I wrote an algorithm for data analysis using the CERN ROOT framework. It takes in three files of sorted UNIX timestamps from a single year, and pairs them up in the closest triplets, where each file contributes a triplet, and each triplet is unique. I know there are some more "well known" algorithms for accomplishing this, however this algorithm completes the task much faster, clocking in at about 20 minutes on my machine, as compared to many, many hours for some of the other algorithms I’ve tried. When complete, the algorithm plots the triplets (of the form {a,b,c]) on a 2-dimensional histogram, where the horizontal axis is a-b, and the vertical axis is a-c.

Problem is, it seems to be acting very weird. Namely, when I feed the algorithm one file of real data (these are timestamps generated by an experiment) and two files of completely random data, I get these weird diagonal lines: https://filebin.net/spbswnhkfy8xdkp8/random_plot.pdf?t=48f2yhjq. When I feed the algorithm three files of real data, a single diagonal line through the middle (and two more lines, running horizontally and vertically) appears if I use enough bins. Any idea what’s going on with my algorithm?

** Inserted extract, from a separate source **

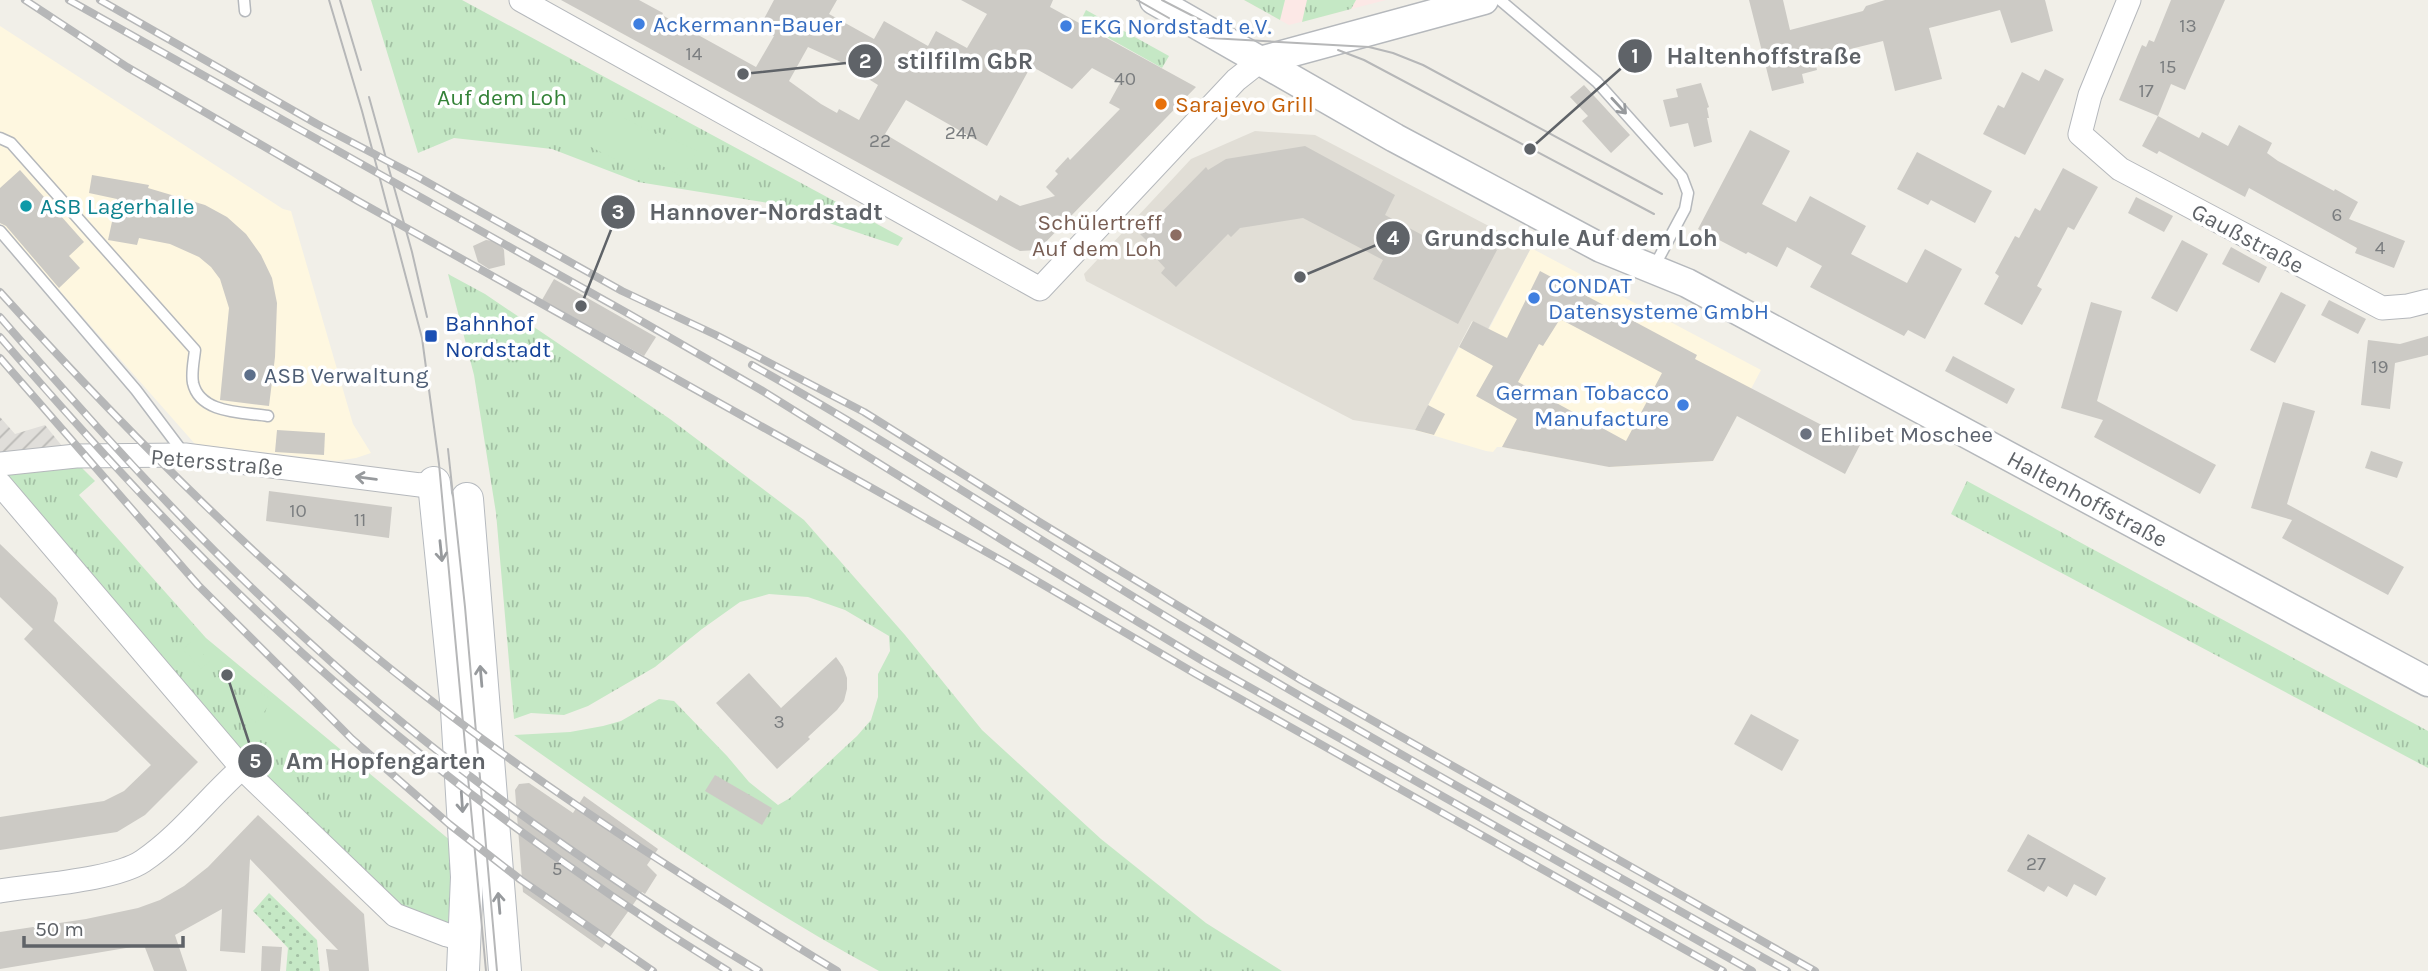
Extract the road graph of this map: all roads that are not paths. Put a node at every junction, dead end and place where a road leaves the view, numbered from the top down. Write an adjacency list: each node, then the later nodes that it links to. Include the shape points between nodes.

void unbiasedAnalysis(){  TNtupleD *D  = new TNtupleD("D","D","x:y");  ROOT::RDataFrame statn1("D", "./pathtodata"); ROOT::RDataFrame statn2("D", "./pathtodata"); ROOT::RDataFrame statn3("D", "./pathtodata");  vector<double> vec_1, vec_2, vec_3; statn1.Foreach([&](double tstamp){ vec_1.push_back(tstamp); },{"UNIX"}); statn2.Foreach([&](double tstamp){ vec_2.push_back(tstamp); },{"UNIX"}); statn3.Foreach([&](double tstamp){ vec_3.push_back(tstamp); },{"UNIX"});  vector<vector<double>> pairs; for(auto tstamp : vec_1){      double first,second;      //get iterator pointing to closest element greater than or equal to     auto geq = std::lower_bound(vec_2.begin(), vec_2.end(), tstamp);     //get iterator pointing to nearest element less than     auto leq = geq - 1;      double foo = tstamp - *geq;     double bar = tstamp - *leq;      //compare iterators, save the closest      if(dabs(foo) <  dabs(bar)){ first = *geq; }     else { first = *leq; }         //repeat     geq = std::lower_bound(vec_3.begin(), vec_3.end(), tstamp);     leq = geq - 1;      foo = tstamp - *geq;     bar = tstamp - *leq;      if(dabs(foo) < dabs(bar)){ second = *geq; }     else { second = *leq; }      //add to pairs     pairs.push_back({tstamp, first, second, (tstamp-first), (tstamp-second), std::min((tstamp-first), (tstamp-second))});  }  //sort vector of vectors by size of smallest difference std::sort(pairs.begin(), pairs.end(),     [](const vector<double>& A, const vector<double>& B){         return A[5] < B[5]; });  std::set<double> cache;  ROOT::EnableImplicitMT();  for(auto pair : pairs){     //if not in cache, add to TNtuple     if(cache.find(pair[1]) == cache.end() && cache.find(pair[2]) == cache.end()){              D->Fill(pair[3],pair[4]);          //add to cache         cache.insert(pair[1]); cache.insert(pair[2]);     } }  D->Draw("x:y>>htemp(100,-0.02,0.02,100,-0.02,0.02)","","colz"); 

}